SF Chronicle Book Review: San Francisco lawyer’s memoir chronicles the court battles that shaped internet privacy

Cindy Cohn’s work as a civil liberties lawyer is guided by a simple idea: “When you go online, your rights go with you.”

Judging by her inspiring new memoir, her powerful opponents in Washington don’t agree.

Privacy’s Defender: My Thirty-Year Fight Against Digital Surveillance
By Cindy Cohn
(MIT Press; 248 pages; $29.95)

“Privacy’s Defender: My Thirty-Year Fight Against Digital Surveillance” arrives in stores as Cohn prepares to step down as executive director of the Electronic Frontier Foundation, a nonprofit organization based in San Francisco renowned for championing internet rights.

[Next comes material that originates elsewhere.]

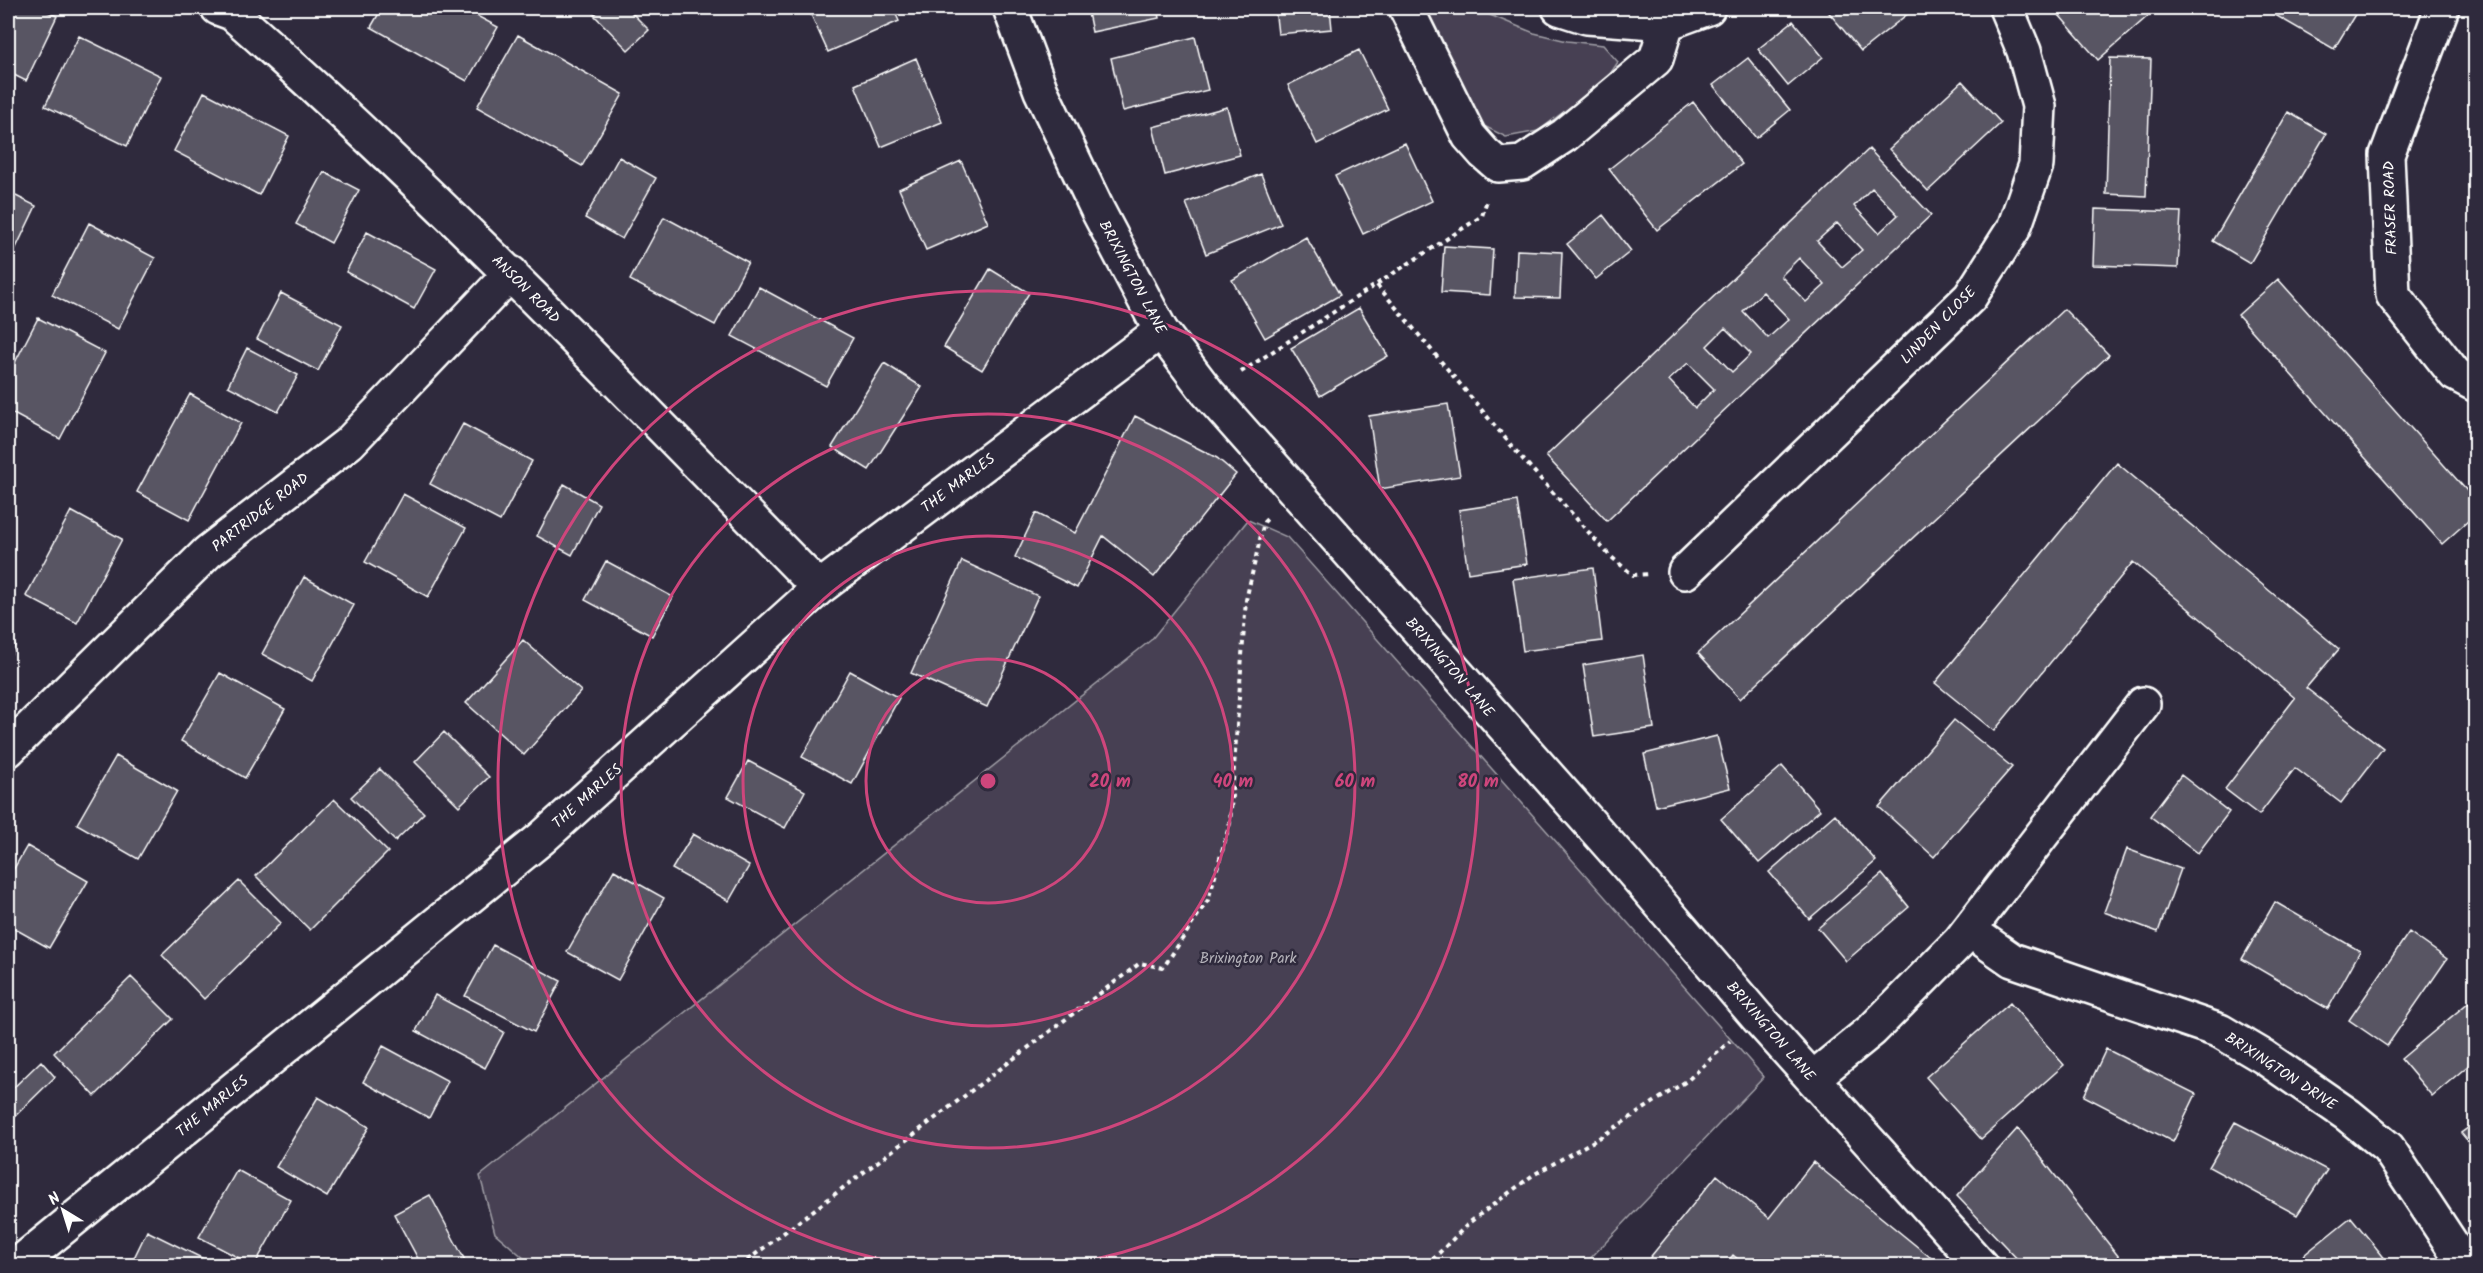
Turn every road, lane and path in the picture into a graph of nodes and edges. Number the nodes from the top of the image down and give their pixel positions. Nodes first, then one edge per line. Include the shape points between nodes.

As a veteran of groundbreaking federal cases on free speech and other cherished civil liberties, her characterization of the mid-2020s as “a dark time for privacy” demands special attention.

Today, the White House controls “government agency databases that contain personal information about tens of millions of people,” she writes. Meanwhile, “ubiquitous camera networks” and specialized software have given D.C. “more power to surveil than ever before.”

Her book is a buoyant response to a dismaying moment, proof that a scrappy nonprofit can compel the government to follow the law. She combines an accessible account of cases she argued with a humble appeal for help from lawyers, writers and others who share her belief that “privacy is a crucial check on power.”

Cohn made her name by representing Daniel Bernstein, a UC Berkeley grad student in a legal fight with the government. Bernstein sought to publish computer code for an encryption program. The Department of Justice tried to stop him, citing a little-known part of a weapons law concerning the export of “rocket launchers, grenades and chemical weapons,” Cohn writes. “In the early 1990s it also included encryption software, specifically ‘software capable of maintaining secrecy.’” Publication of the software would make it viewable abroad, the government contended, making it an illegal export.

She counterargued that computer code is a form of protected speech. After a federal judge agreed, many of the contested restrictions were lifted. It was a win for those developing encryption tools and the web users who are protected by them.

At the dawn of the internet era, Cohn writes, the case showed how “a little band of lawyers and computer scientists could explain this new, complicated world to the courts.”